A few days ago, I stumbled across this article by Kara Maria Ananda, women’s health visionary. My perception, in summary: Bras, for the most part, provide no health benefit. In fact, except during extreme exercise, they don’t even really provide a function. They restrict natural movement, which potentially causes harm far beyond a simple decrease in circulation; we think we need them because our breasts are sore without support–well, they are sore because we’ve had them restricted for so long. Why? Because somewhere along the way we decided that this was the fashion statement of the century. Half of the shirts in my closet look funny without a bra, because without it, my breasts are several inches below where the shirt thinks they should be (how silly is that?). Kara’s ideas and collected research on bras and what they potentially do to women’s breasts evoked a spectrum of emotions.
Initially, I thought, oh yeah, I totally agree. How interesting.
Then I got angry.
I’m not prone to extreme ends of the emotion spectrum, particularly anger. Which means that I quickly realized that my anger was a warning that I was feeling internal conflict.
Remember this? (Apparently the original post has gone missing, so I’ll link to this post instead) This post from awhile back discusses the menstrual cup, its benefits, and how it made me change the way I thought about periods.

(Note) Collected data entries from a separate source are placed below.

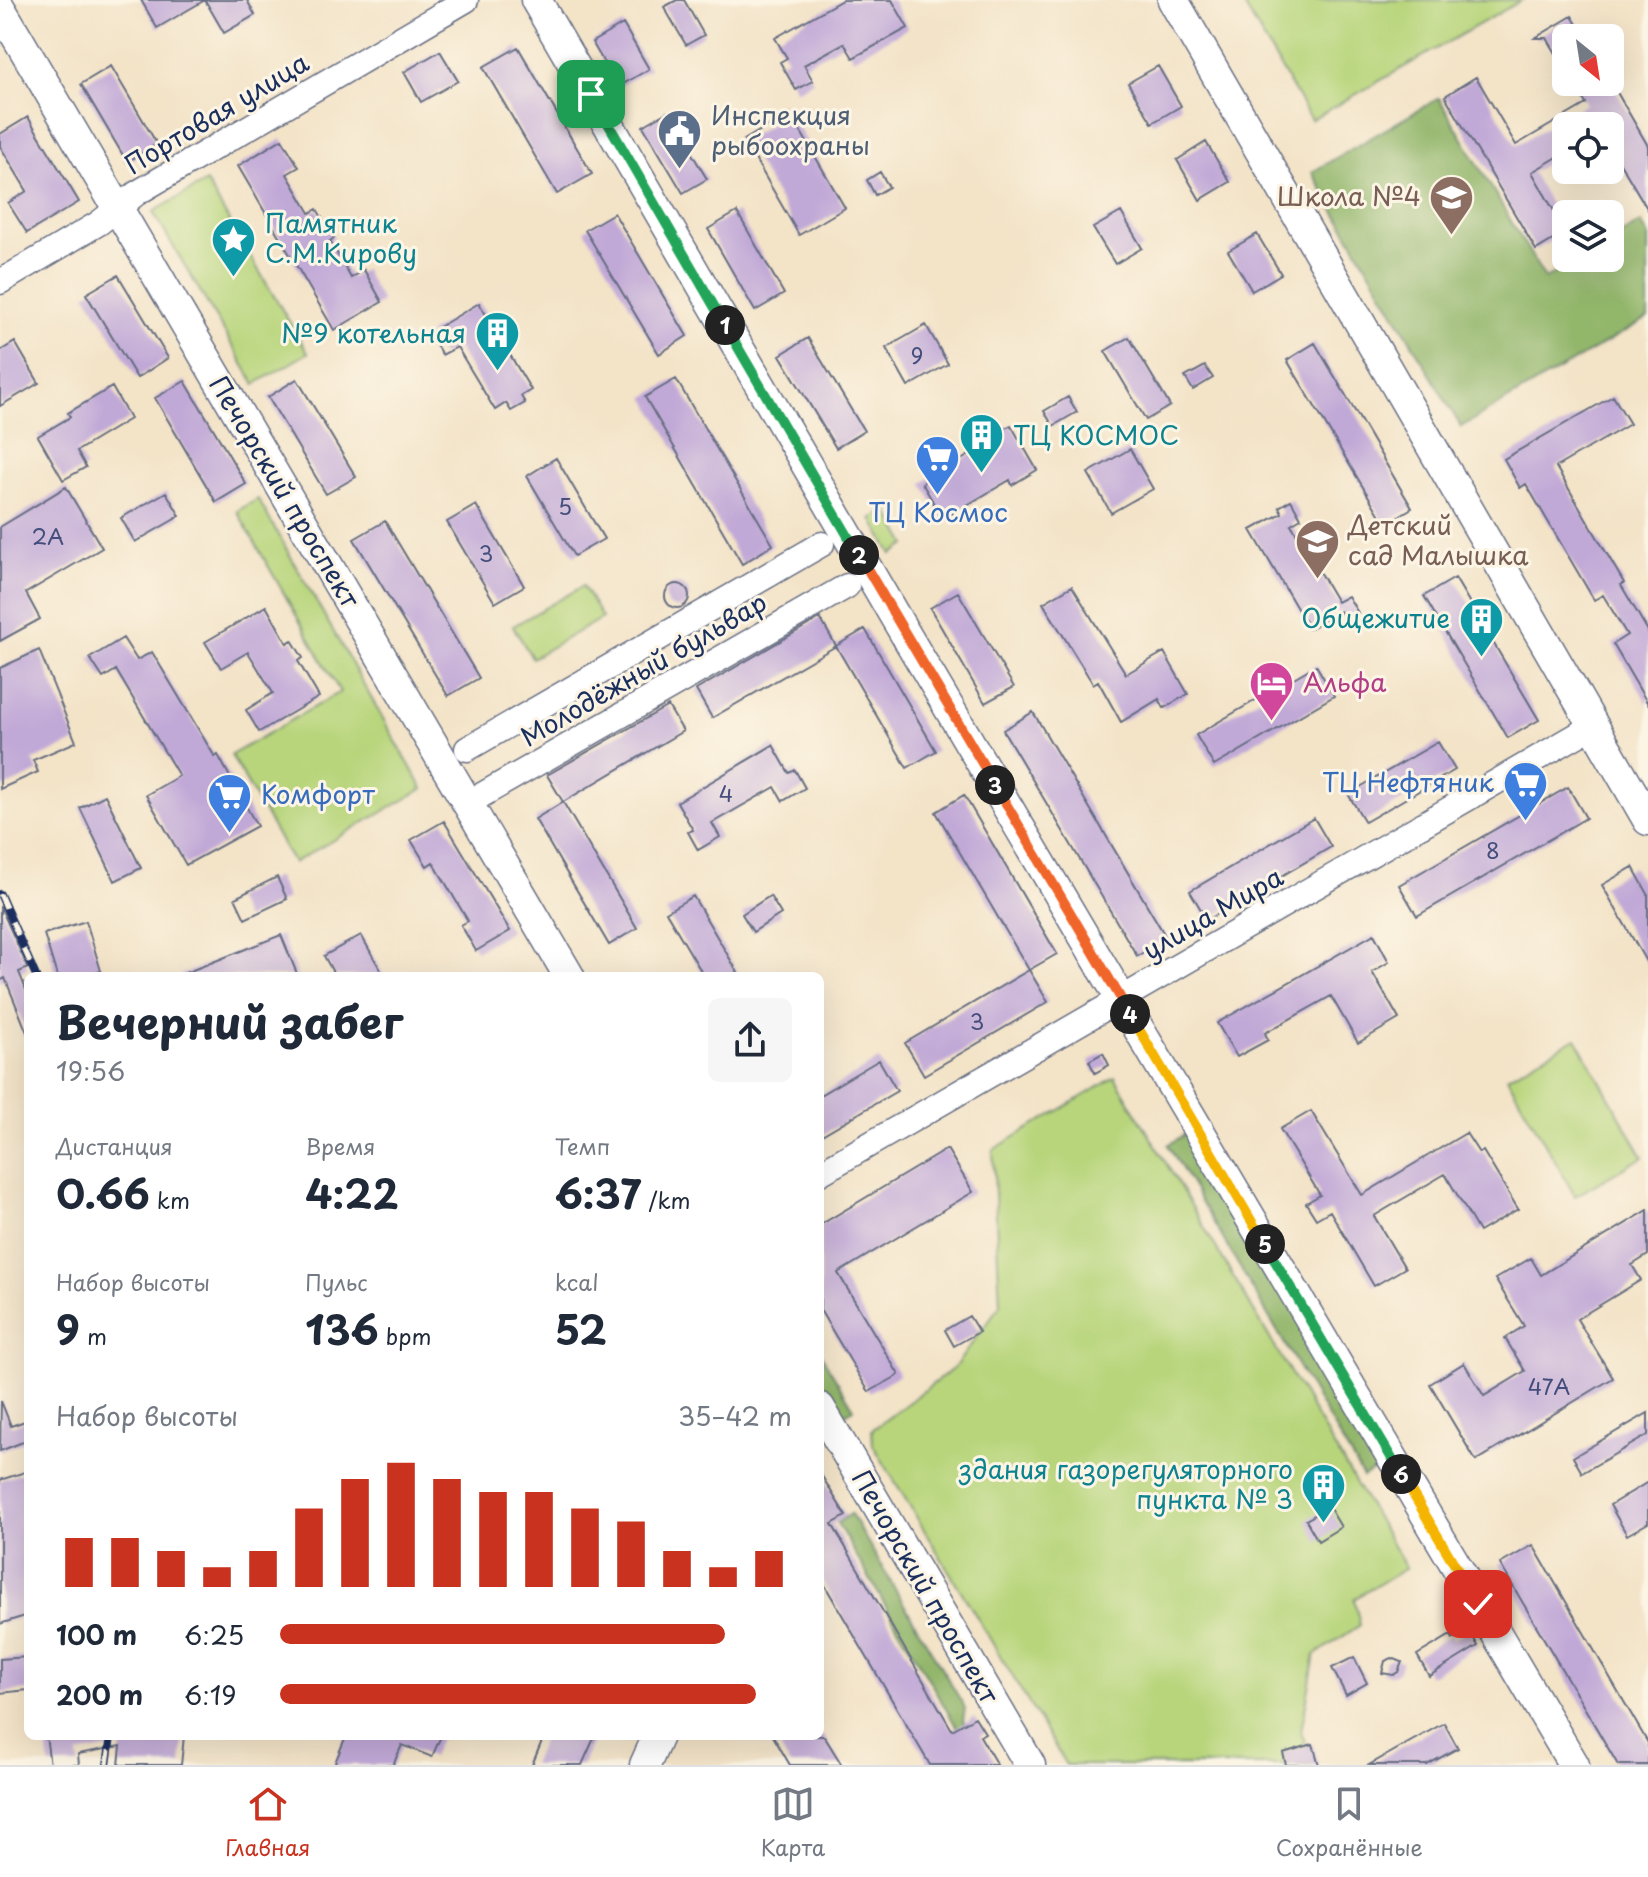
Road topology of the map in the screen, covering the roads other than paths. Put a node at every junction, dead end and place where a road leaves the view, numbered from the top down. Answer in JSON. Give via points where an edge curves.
{"nodes":[{"id":1,"x":466,"y":0,"type":"edge"},
{"id":2,"x":536,"y":0,"type":"edge"},
{"id":3,"x":1173,"y":0,"type":"edge"},
{"id":4,"x":0,"y":8,"type":"edge"},
{"id":5,"x":116,"y":208,"type":"junction"},
{"id":6,"x":0,"y":282,"type":"edge"},
{"id":7,"x":822,"y":544,"type":"dead end"},
{"id":8,"x":847,"y":586,"type":"dead end"},
{"id":9,"x":1593,"y":726,"type":"junction"},
{"id":10,"x":467,"y":749,"type":"dead end"},
{"id":11,"x":468,"y":803,"type":"junction"},
{"id":12,"x":1648,"y":820,"type":"edge"},
{"id":13,"x":567,"y":972,"type":"edge"},
{"id":14,"x":1121,"y":999,"type":"junction"},
{"id":15,"x":824,"y":1171,"type":"edge"},
{"id":16,"x":824,"y":1425,"type":"edge"},
{"id":17,"x":656,"y":1740,"type":"edge"},
{"id":18,"x":645,"y":1765,"type":"edge"},
{"id":19,"x":1030,"y":1765,"type":"edge"},
{"id":20,"x":1574,"y":1765,"type":"edge"}],
"edges":[{"from":1,"to":5,"type":"street","name":"Портовая улица"},
{"from":2,"to":14,"type":"main road"},
{"from":3,"to":9,"type":"main road"},
{"from":4,"to":5,"type":"main road","name":"Печорский проспект"},
{"from":5,"to":6,"type":"street","name":"Портовая улица"},
{"from":5,"to":11,"type":"main road","name":"Печорский проспект"},
{"from":7,"to":10,"type":"street"},
{"from":8,"to":11,"type":"street","name":"Молодёжный бульвар"},
{"from":9,"to":12,"type":"main road"},
{"from":9,"to":14,"type":"street","name":"улица Мира"},
{"from":11,"to":13,"type":"main road","name":"Печорский проспект"},
{"from":14,"to":15,"type":"street","name":"улица Мира"},
{"from":14,"to":20,"type":"main road"},
{"from":16,"to":19,"type":"main road","name":"Печорский проспект"},
{"from":17,"to":18,"type":"main road"}]}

It made me feel empowered–a feeling that is not encouraged in regards to aspects of femininity like menstruation. I am not necessarily a feminist, but a humanist–I believe women and men are amazing beings, both capable of extreme and selfless compassion, feats of intellect, strength, and humanity. We are both equally valuable members of our species. So, while women are sometimes subject to sexist remarks and lower rates of pay (and much worse, in certain other parts of the world, of course), I’ve always felt that being aware is half the battle, and as long as we continue to move forward, that’s all I can ask.
And then I got to thinking about little girls…and what we say to little girls. We want our children, specifically the females, to be “modest.” I understand why, I think–aside from some deeply seated Puritanial principles at play in the subconscious of our nation, we are concerned about our children’s safety, and rightly so. We don’t want our children–but again, especially the females–to act or dress in a way that might attract negative attention. Combine that with fashion obsession (which, after all, is where bras and breast binding originate), and you wind up with an entire species (or at least an entire first world group) that slings that which is meant to swing!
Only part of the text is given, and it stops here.